- [WHAT TO WORK ON]:
Give again, exactly as written, the lines of the records below from the line with "thumb ip: (269, 267)" to the line with "middle dip: (153, 153)". Both end lines count; pictures do not.

- [DATA FOR THE TASK]:
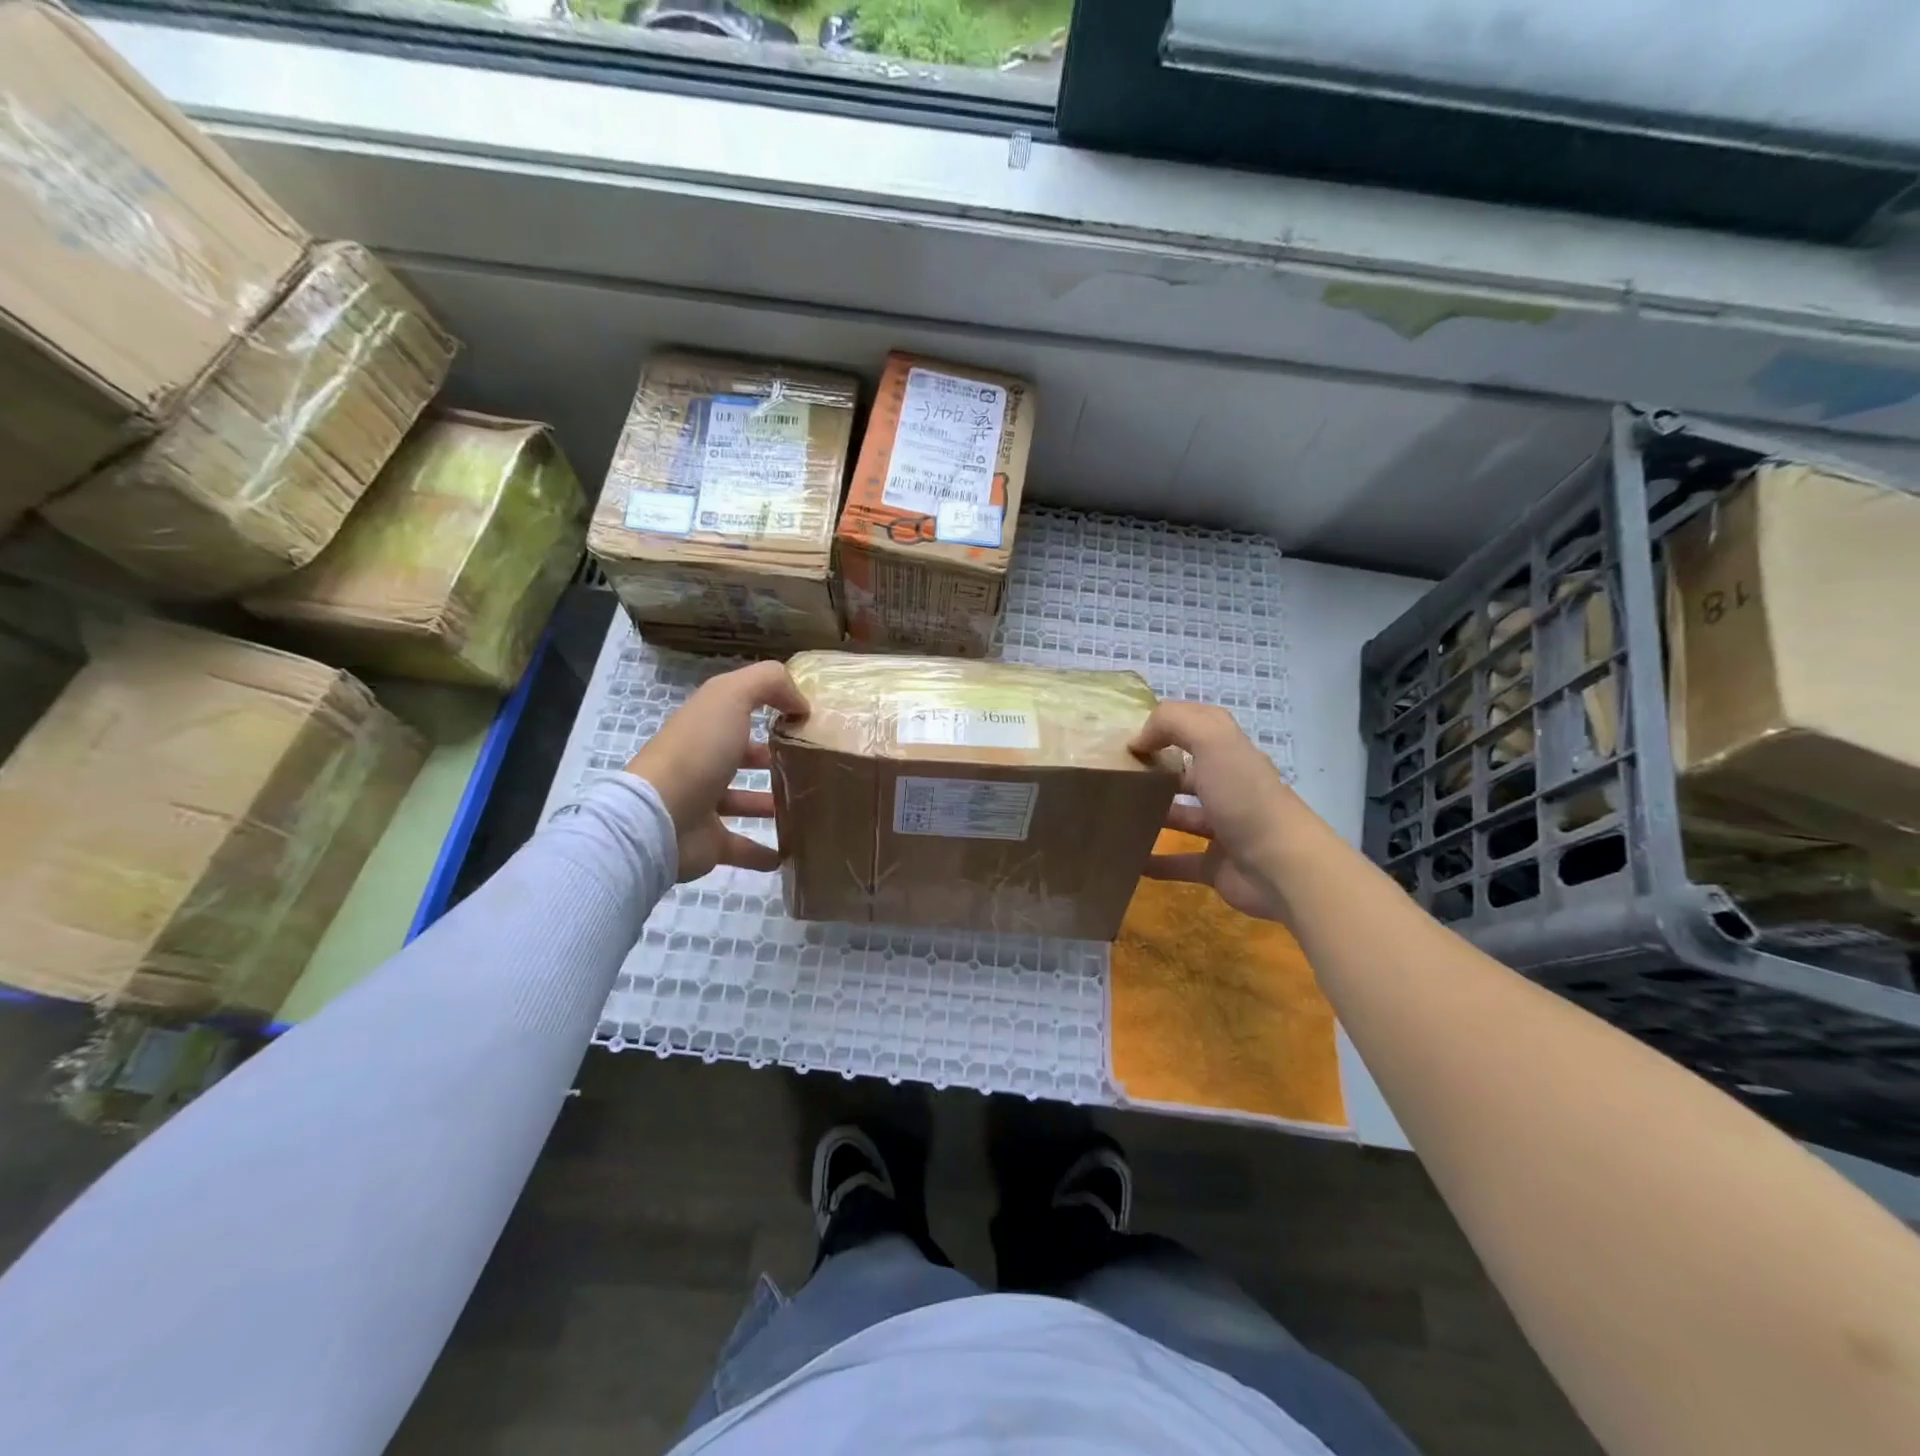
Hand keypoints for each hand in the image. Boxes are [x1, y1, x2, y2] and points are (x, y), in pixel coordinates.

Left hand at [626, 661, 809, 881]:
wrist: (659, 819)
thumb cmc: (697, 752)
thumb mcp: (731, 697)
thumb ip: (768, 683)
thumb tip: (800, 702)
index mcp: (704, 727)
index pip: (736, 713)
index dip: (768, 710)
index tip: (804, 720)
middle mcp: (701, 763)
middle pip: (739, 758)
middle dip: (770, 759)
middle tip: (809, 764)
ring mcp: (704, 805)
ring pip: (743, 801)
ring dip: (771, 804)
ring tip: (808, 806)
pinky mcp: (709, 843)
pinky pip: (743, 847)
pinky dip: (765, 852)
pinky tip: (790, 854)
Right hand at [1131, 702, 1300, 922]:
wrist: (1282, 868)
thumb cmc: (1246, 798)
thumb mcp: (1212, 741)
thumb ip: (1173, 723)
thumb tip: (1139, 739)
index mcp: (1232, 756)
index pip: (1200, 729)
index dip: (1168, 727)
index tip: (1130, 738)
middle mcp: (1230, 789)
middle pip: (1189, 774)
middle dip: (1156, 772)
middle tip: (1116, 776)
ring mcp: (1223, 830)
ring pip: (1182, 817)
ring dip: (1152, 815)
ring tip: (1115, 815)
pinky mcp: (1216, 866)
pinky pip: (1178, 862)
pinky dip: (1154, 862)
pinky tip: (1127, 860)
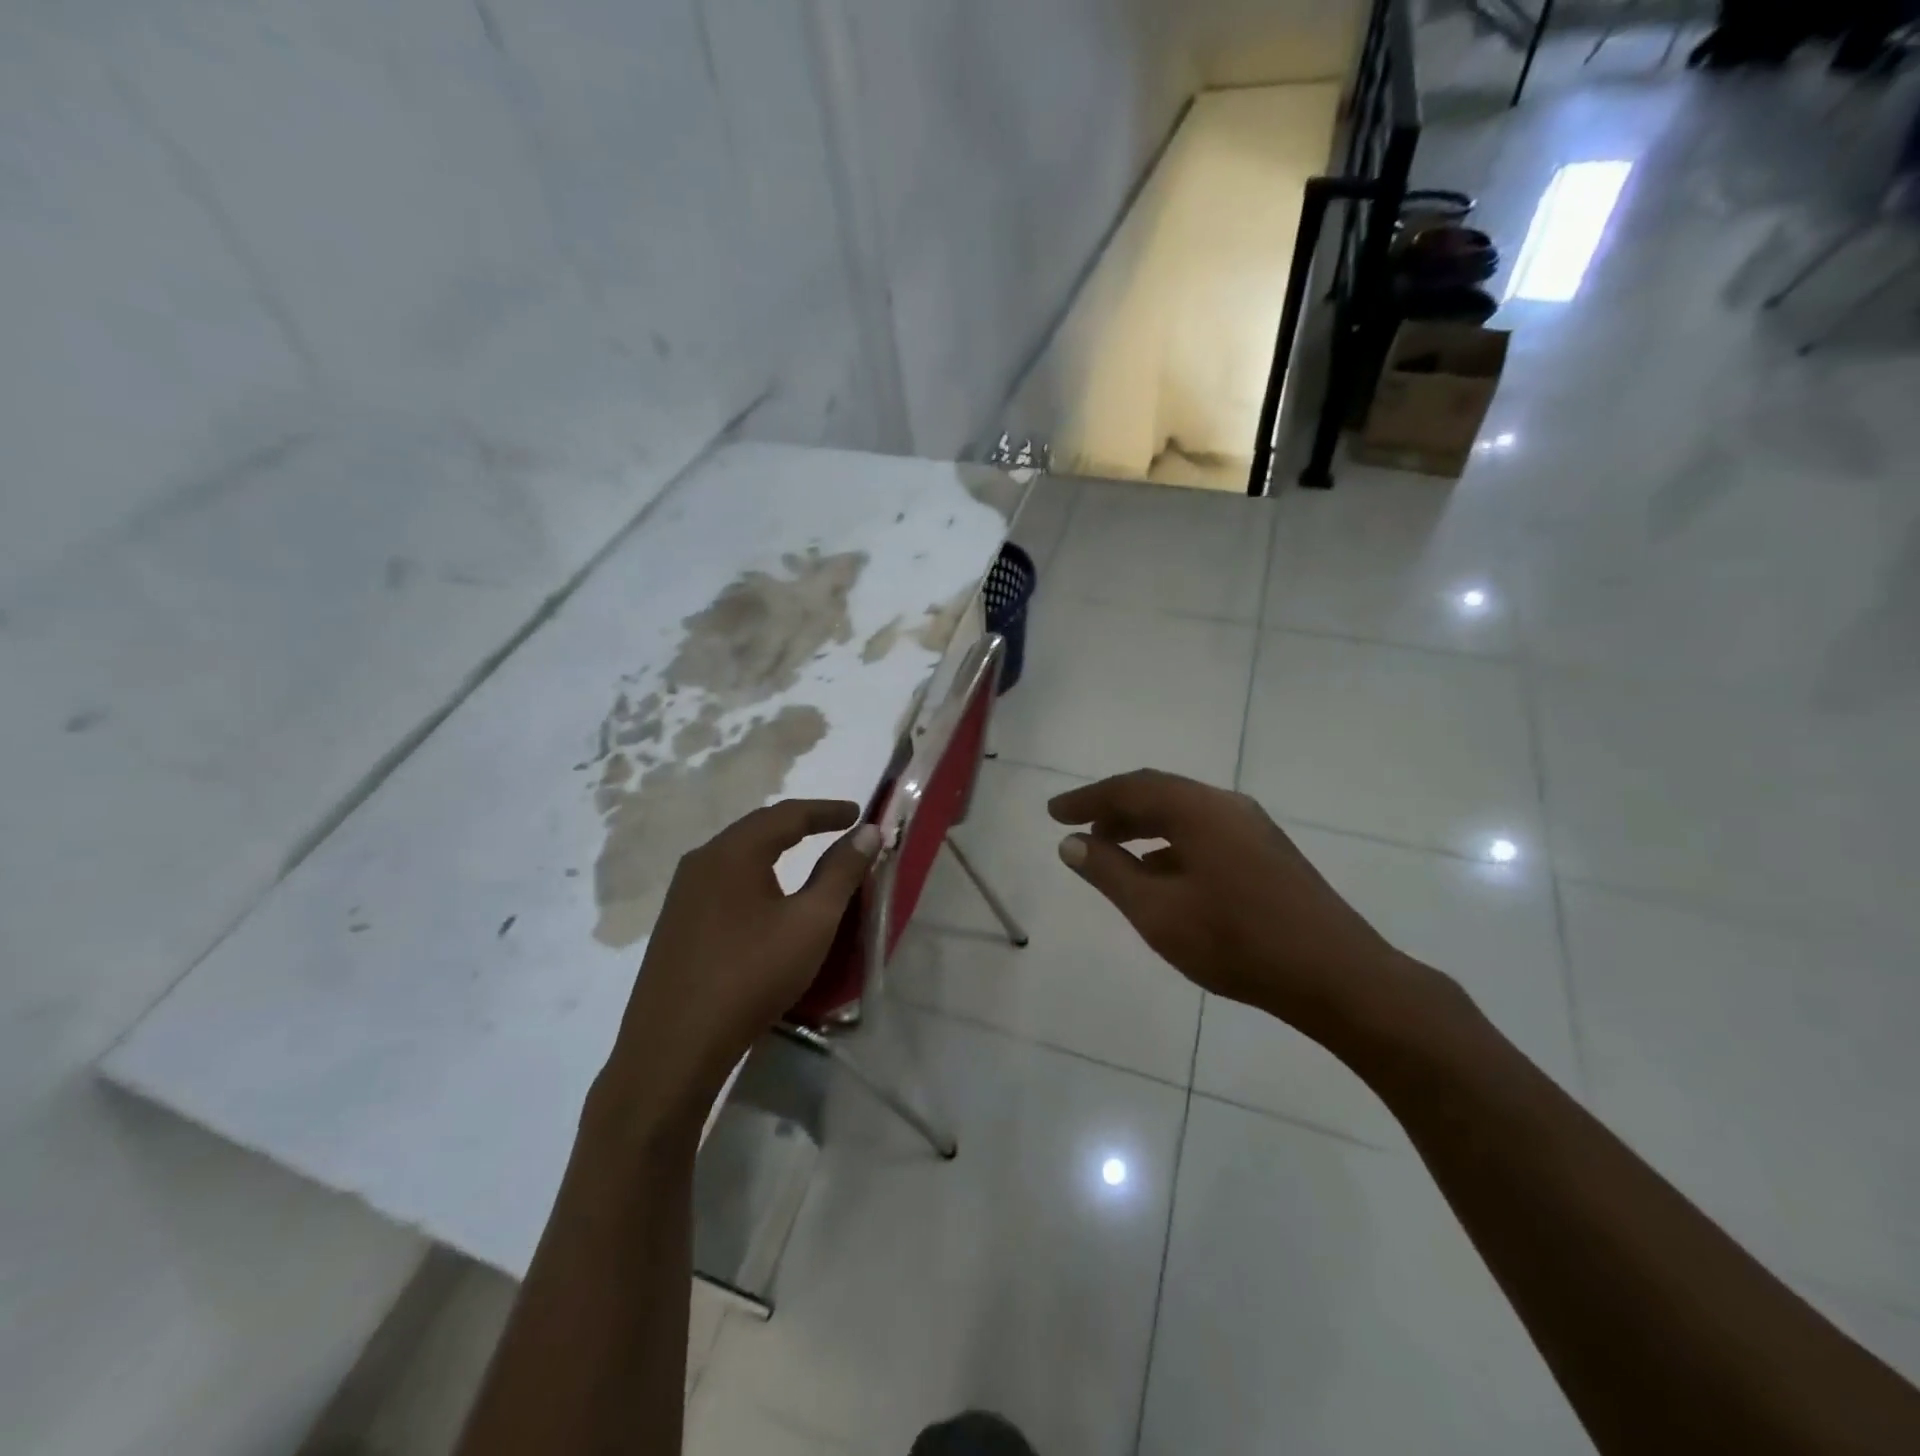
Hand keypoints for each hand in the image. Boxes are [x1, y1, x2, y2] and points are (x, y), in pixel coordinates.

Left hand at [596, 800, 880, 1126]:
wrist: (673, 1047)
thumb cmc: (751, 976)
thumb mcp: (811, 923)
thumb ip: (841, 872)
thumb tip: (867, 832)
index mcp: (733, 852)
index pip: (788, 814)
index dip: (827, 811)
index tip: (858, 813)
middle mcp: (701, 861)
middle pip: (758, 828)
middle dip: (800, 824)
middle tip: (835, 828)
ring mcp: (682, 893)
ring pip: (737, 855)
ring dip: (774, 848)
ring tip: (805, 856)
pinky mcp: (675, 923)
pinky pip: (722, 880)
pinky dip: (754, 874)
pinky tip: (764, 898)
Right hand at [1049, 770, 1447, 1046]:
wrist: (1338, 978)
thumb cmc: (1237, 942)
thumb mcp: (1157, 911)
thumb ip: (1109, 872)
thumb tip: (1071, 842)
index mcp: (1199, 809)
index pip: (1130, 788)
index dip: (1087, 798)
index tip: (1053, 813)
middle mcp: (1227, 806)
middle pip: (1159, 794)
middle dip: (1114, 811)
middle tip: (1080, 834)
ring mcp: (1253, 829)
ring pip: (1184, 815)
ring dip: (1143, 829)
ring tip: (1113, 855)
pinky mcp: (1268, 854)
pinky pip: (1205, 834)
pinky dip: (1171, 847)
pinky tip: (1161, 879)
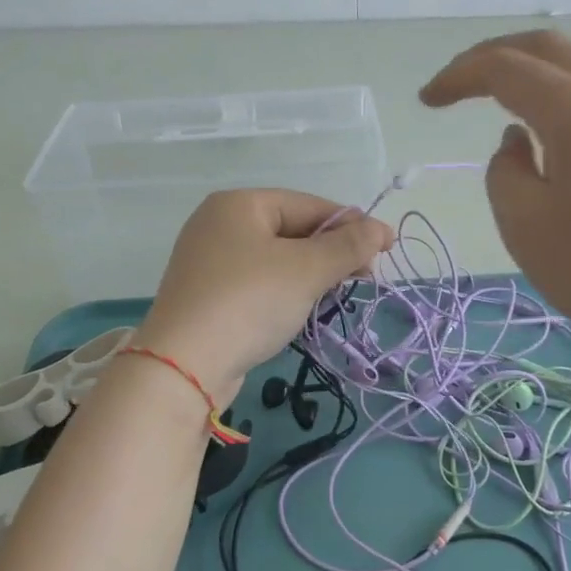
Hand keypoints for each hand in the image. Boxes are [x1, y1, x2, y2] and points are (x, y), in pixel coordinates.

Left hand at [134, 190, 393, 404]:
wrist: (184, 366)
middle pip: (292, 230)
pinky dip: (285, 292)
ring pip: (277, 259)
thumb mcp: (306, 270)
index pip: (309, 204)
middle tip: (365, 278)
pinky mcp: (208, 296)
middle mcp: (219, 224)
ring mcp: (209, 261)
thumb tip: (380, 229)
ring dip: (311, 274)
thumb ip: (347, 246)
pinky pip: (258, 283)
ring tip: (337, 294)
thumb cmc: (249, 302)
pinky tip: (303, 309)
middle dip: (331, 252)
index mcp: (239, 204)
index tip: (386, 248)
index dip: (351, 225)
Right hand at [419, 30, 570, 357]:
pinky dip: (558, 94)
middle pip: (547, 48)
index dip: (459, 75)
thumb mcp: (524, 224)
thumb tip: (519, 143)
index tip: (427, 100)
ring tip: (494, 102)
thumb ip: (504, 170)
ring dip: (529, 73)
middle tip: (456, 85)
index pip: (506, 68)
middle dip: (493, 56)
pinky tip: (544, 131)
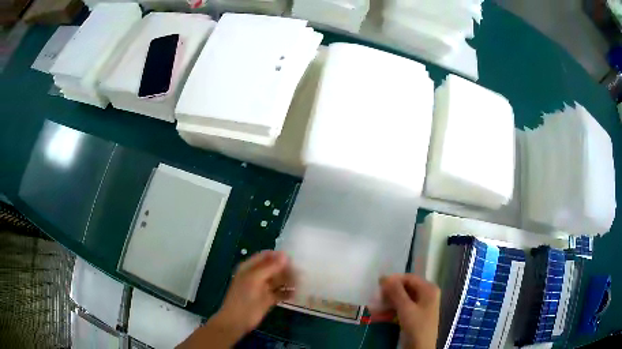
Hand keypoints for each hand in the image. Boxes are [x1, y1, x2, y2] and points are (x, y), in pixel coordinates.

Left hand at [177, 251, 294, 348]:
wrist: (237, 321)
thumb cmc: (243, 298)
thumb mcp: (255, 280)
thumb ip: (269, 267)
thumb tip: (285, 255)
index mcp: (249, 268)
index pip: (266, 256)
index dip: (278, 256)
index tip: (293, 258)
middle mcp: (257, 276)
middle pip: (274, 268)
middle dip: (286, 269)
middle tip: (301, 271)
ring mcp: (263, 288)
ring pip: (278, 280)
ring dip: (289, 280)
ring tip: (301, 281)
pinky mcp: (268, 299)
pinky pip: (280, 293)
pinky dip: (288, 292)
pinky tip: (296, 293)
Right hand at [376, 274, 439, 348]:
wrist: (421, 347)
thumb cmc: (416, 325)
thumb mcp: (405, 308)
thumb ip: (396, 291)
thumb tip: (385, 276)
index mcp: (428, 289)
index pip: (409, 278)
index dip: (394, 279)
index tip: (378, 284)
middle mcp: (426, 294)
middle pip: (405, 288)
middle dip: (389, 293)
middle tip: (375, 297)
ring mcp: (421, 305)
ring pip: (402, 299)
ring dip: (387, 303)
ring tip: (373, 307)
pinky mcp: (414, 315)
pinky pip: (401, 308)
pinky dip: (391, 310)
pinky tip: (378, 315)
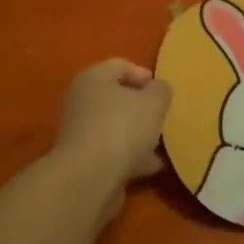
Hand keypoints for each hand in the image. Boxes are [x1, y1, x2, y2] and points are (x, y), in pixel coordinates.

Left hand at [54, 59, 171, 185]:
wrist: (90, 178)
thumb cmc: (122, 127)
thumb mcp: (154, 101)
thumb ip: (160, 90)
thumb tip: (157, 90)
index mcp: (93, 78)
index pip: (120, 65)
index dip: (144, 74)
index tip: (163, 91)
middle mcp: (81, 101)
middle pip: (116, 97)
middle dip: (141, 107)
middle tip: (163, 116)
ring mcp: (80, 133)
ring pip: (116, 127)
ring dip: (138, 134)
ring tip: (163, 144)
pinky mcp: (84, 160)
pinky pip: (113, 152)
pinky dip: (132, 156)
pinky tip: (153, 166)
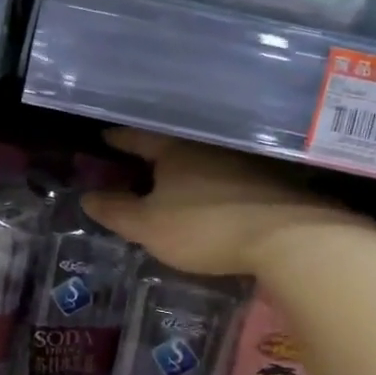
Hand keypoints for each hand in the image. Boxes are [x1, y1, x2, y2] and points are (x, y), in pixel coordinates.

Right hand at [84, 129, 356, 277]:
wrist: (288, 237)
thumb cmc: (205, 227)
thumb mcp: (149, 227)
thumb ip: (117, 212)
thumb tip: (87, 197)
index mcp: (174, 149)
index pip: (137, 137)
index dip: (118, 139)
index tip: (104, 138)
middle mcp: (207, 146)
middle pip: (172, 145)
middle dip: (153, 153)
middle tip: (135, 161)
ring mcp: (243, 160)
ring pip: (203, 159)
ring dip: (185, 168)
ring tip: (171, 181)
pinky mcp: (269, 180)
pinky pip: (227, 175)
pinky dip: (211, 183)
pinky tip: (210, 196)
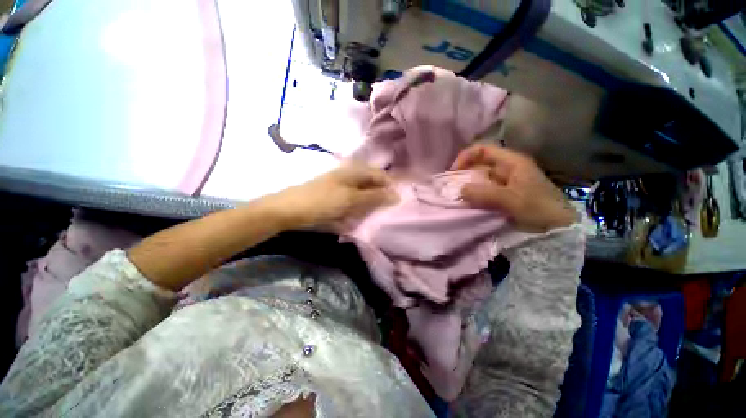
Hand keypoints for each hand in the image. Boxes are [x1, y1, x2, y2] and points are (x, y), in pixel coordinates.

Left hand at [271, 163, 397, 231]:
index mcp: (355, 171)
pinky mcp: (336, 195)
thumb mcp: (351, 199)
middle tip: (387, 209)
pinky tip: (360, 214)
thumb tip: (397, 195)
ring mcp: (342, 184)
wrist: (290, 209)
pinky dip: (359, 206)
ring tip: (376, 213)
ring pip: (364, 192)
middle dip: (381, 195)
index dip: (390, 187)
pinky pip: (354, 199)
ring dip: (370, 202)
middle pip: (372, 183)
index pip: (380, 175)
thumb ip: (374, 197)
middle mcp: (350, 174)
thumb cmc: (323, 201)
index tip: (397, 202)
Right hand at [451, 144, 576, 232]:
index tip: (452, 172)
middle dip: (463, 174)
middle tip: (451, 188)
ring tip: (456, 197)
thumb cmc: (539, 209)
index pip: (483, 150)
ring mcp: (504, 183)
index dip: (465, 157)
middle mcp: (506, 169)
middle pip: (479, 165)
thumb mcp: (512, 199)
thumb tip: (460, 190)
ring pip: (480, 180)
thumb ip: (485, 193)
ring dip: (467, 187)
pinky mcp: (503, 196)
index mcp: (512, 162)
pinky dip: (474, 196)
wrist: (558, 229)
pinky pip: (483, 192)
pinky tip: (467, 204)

- [ANSWER BOX]:
thumb ip: (269, 267)
thumb tip: (285, 255)
index mcp: (249, 268)
index pip: (266, 256)
index dip: (278, 256)
index tip: (293, 258)
middle mcp: (257, 276)
middle pip: (274, 268)
middle dip: (286, 269)
middle tip: (301, 271)
ring mcp: (263, 288)
ring pip: (278, 280)
ring dip: (289, 280)
ring tip: (301, 281)
pinky mcp: (268, 299)
pinky pip: (280, 293)
pinky dip: (288, 292)
pinky tip: (296, 293)
Right hand at [376, 274, 439, 348]:
wrist: (421, 347)
thumb cmc: (416, 325)
thumb mcp: (405, 308)
thumb ip: (396, 291)
thumb tip: (385, 276)
index mcp: (428, 289)
index pip: (409, 278)
index dip: (394, 279)
index tip: (378, 284)
middle mcp: (426, 294)
middle pip: (405, 288)
middle dip: (389, 293)
middle tip: (375, 297)
ring mcp: (421, 305)
ring pip: (402, 299)
ring dip: (387, 303)
ring tip: (373, 307)
pinky mcp: (414, 315)
pinky pip: (401, 308)
pinky dip: (391, 310)
pinky tip: (378, 315)
Hand keypoints for each hand in the image. Boxes are [x1, y1, x2, y2] and points are (x, y), in pixel coordinates.

Left hand at [54, 59, 171, 185]:
wrist: (90, 178)
thumb cmc: (122, 127)
thumb mcp: (154, 101)
thumb ip: (160, 90)
thumb tip: (157, 90)
index mcp: (93, 78)
index pip: (120, 65)
index dip: (144, 74)
index tip: (163, 91)
middle mcp: (81, 101)
middle pip: (116, 97)
middle dip: (141, 107)
middle tip: (163, 116)
ring mcp: (80, 133)
ring pip: (116, 127)
ring dip: (138, 134)
ring tip: (163, 144)
pinky mcp: (84, 160)
pinky pip: (113, 152)
pinky dip: (132, 156)
pinky tip: (153, 166)
Hand keypoints for each hand in the image. Boxes are [x1, y1, x2, y2] and points are (x, y), in pixel coordinates.

Right hand at [84, 129, 356, 277]:
wrist: (288, 237)
thumb cmc: (205, 227)
thumb mcp: (149, 227)
thumb ip: (117, 212)
thumb tip: (87, 197)
index mcp: (174, 149)
index pip: (137, 137)
index dip: (118, 139)
index tip: (104, 138)
middle mcp: (207, 146)
middle pip: (172, 145)
middle dip: (153, 153)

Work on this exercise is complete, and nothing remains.